* _WHAT YOU ARE ASKED TO DO_: Lines in the listing that hold the string "setLineDash" need to be tallied, and the total given alone.

* _PROVIDED RECORDS_:
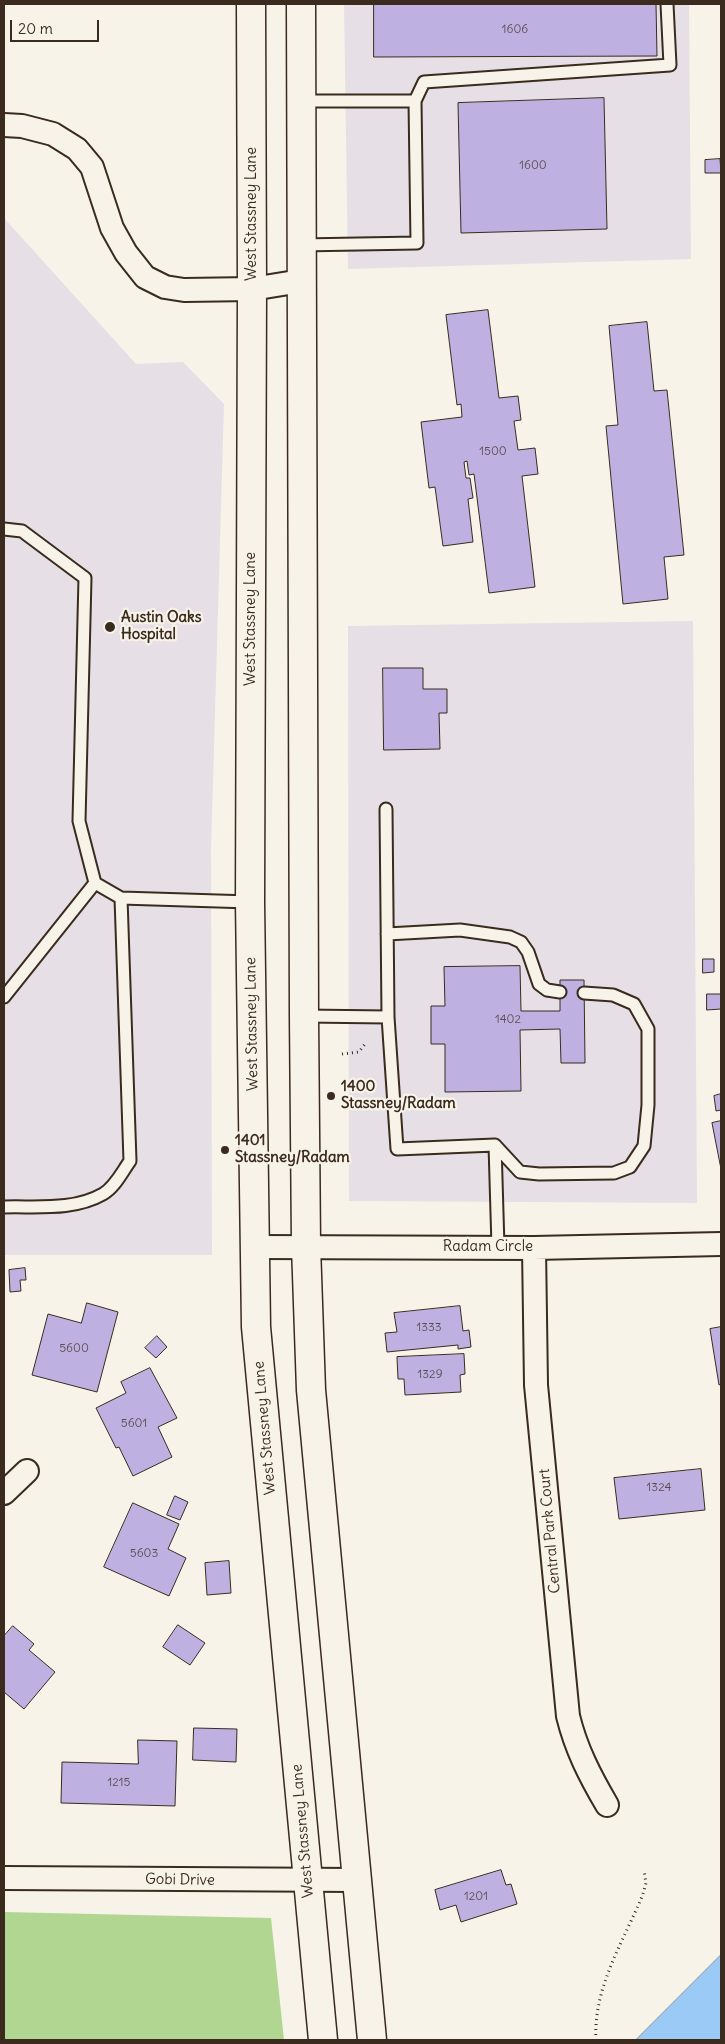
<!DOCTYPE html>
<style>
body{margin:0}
#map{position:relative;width:725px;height:2044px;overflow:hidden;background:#f7f3e8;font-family:Delius,sans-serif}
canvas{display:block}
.frame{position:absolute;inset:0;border:5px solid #3b2a1e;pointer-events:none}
.scale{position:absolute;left:10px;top:20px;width:89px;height:22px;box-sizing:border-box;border:2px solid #3b2a1e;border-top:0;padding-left:6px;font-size:15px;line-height:18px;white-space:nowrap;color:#3b2a1e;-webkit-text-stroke:4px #f7f3e8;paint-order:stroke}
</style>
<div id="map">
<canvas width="725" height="2044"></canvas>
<div class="frame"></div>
<div class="scale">20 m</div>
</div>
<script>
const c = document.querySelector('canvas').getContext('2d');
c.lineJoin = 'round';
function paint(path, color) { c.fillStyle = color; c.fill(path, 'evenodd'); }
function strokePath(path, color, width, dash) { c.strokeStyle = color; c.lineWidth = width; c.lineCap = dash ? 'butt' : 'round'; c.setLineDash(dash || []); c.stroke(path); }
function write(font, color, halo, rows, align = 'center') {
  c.font = font + ' Delius,sans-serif'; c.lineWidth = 4.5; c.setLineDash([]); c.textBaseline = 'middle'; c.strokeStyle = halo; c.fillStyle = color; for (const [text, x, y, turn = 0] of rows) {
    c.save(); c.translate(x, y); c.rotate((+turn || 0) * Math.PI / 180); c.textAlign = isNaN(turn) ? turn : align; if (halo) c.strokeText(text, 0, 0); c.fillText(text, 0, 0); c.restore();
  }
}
paint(new Path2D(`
 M344,4H689L691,259L348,269Z
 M4,218L136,364L183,362L224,404L211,850L212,1255H4Z
 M693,621L697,1203L349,1201L348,626Z`), '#e6dfe6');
paint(new Path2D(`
 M4,1912L271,1918L284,2040H4Z`), '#b1d691');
const water = new Path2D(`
 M721,1955V2040H636Z`);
paint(water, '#9ccaf7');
strokePath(water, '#758aa0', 1);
const building = new Path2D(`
 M374,4H656L657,56L374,57Z
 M604,98L607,229L461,233L458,103Z
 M720,159L721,173H705V160Z
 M488,310L499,398L518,396L521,420L514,421L518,450L535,448L538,474L522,476L535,587L489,593L474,474L469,475L467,461L464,462L466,478H470L473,498L468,499L473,542L443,546L435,487L429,488L421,422L462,417L461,404L457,405L446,315Z
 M647,322L654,391L667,390L684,555L664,557L668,599L623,604L606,426L618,425L609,326Z
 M383,668H423V689H447V713H439L440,749L384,750Z
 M703,959H714V972L703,973Z
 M520,966L521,1011H560V980H584L585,1063H561L560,1029L520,1030L521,1091L445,1092V1044H431V1006H445L444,967Z
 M707,994H721V1009L707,1010Z
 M721,1094V1110L716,1111L714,1096Z
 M721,1121V1169L712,1123Z
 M25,1268L26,1280H20L21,1291L10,1292L9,1270Z
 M87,1303L118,1312L97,1392L32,1375L48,1314L81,1323Z
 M460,1306L463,1331L469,1330L471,1347L458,1349V1345L387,1352L385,1333L397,1332L394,1313Z
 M721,1327V1384L719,1385L710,1329Z
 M157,1336L167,1347L156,1358L145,1348Z
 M464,1354L465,1374L460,1375L461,1392L405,1395L404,1379H398L397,1357Z
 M150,1368L177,1418L158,1427L172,1457L133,1476L119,1447L116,1448L96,1408L126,1393L121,1382Z
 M701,1469L705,1510L619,1519L614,1478Z
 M175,1496L188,1502L180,1520L167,1515Z
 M133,1503L179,1524L168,1549L186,1558L169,1596L104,1567Z
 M229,1561L231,1593L207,1595L205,1563Z
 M178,1625L205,1643L190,1665L163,1647Z
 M13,1626L34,1644L29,1650L55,1672L24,1709L4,1692V1636Z
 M194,1728L237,1729L236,1762L193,1760Z
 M138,1740L177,1741L175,1806L61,1803L62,1762L138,1764Z
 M501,1870L506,1885L511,1884L517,1904L461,1922L456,1905L440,1910L435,1890Z`);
paint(building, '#beb1e2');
strokePath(building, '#3b2a1e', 1);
const service = new Path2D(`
 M415,101L424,82L670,65L667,4
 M300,245L417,243L415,101H301
 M4,529L22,531L85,578L79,821L95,883L121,898L250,902
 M386,809L388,1017L397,1149L495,1145L498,1247
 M387,934L460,930L510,937L521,942L528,952L539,984L547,990L560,992
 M4,997L95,883
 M304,1016L388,1017
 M495,1145L520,1172L539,1174L614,1173L630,1167L644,1146L648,1105V1029L634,1004L613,995L584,993
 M4,1207C37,1206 73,1211 103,1194C115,1187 122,1172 130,1161L121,898`);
const minor = new Path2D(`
 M4,125L22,126L53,134L77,149L92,167L112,228L126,253L145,277L165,287L184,290L252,289L301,281
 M256,1247L534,1248L721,1244
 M534,1248L536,1385L568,1716C576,1749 590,1776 607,1805
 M4,1493L27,1471
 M4,1878L357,1880`);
const secondary = new Path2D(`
 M251,4L252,289L250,902L256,1327L323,2040
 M301,4L304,1016L306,1246L311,1390L372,2040`);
strokePath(service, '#3b2a1e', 15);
strokePath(minor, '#3b2a1e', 26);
strokePath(secondary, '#3b2a1e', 31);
strokePath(new Path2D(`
 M342,1054L359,1052L365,1044
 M596,2040C593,1987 624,1941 643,1894L646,1883L644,1870`), '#3b2a1e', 3, [1, 4]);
strokePath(service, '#f7f3e8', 11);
strokePath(minor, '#f7f3e8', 22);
strokePath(secondary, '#f7f3e8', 28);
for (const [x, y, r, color] of [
 [110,627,6,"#3b2a1e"],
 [331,1096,5,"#3b2a1e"],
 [225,1150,5,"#3b2a1e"]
]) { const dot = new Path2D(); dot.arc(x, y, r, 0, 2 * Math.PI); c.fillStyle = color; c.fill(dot); strokePath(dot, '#f7f3e8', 2); }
write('12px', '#5c4c4f', null, [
 ["1606",515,30],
 ["1600",533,166],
 ["1500",493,452],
 ["1402",508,1020],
 ["1333",429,1328],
 ["5600",74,1349],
 ["1329",430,1375],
 ["5601",134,1424],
 ["1324",659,1488],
 ["5603",144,1554],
 ["1215",119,1783],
 ["1201",476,1897]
]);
write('15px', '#3b2a1e', '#f7f3e8', [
 ["West Stassney Lane",252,214,-90],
 ["West Stassney Lane",251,619,-90],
 ["West Stassney Lane",252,1024,-91],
 ["Radam Circle",488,1247],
 ["West Stassney Lane",265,1428,-95],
 ["Central Park Court",550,1531,-95],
 ["West Stassney Lane",303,1831,-95],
 ["Gobi Drive",180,1880,1]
]);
write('bold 15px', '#3b2a1e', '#f7f3e8', [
 ["Austin Oaks",121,618],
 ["Hospital",121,635],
 ["1400",341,1087],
 ["Stassney/Radam",341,1104],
 ["1401",235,1141],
 ["Stassney/Radam",235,1158]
], 'left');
</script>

* _OUTPUT OF THE TASK_: 2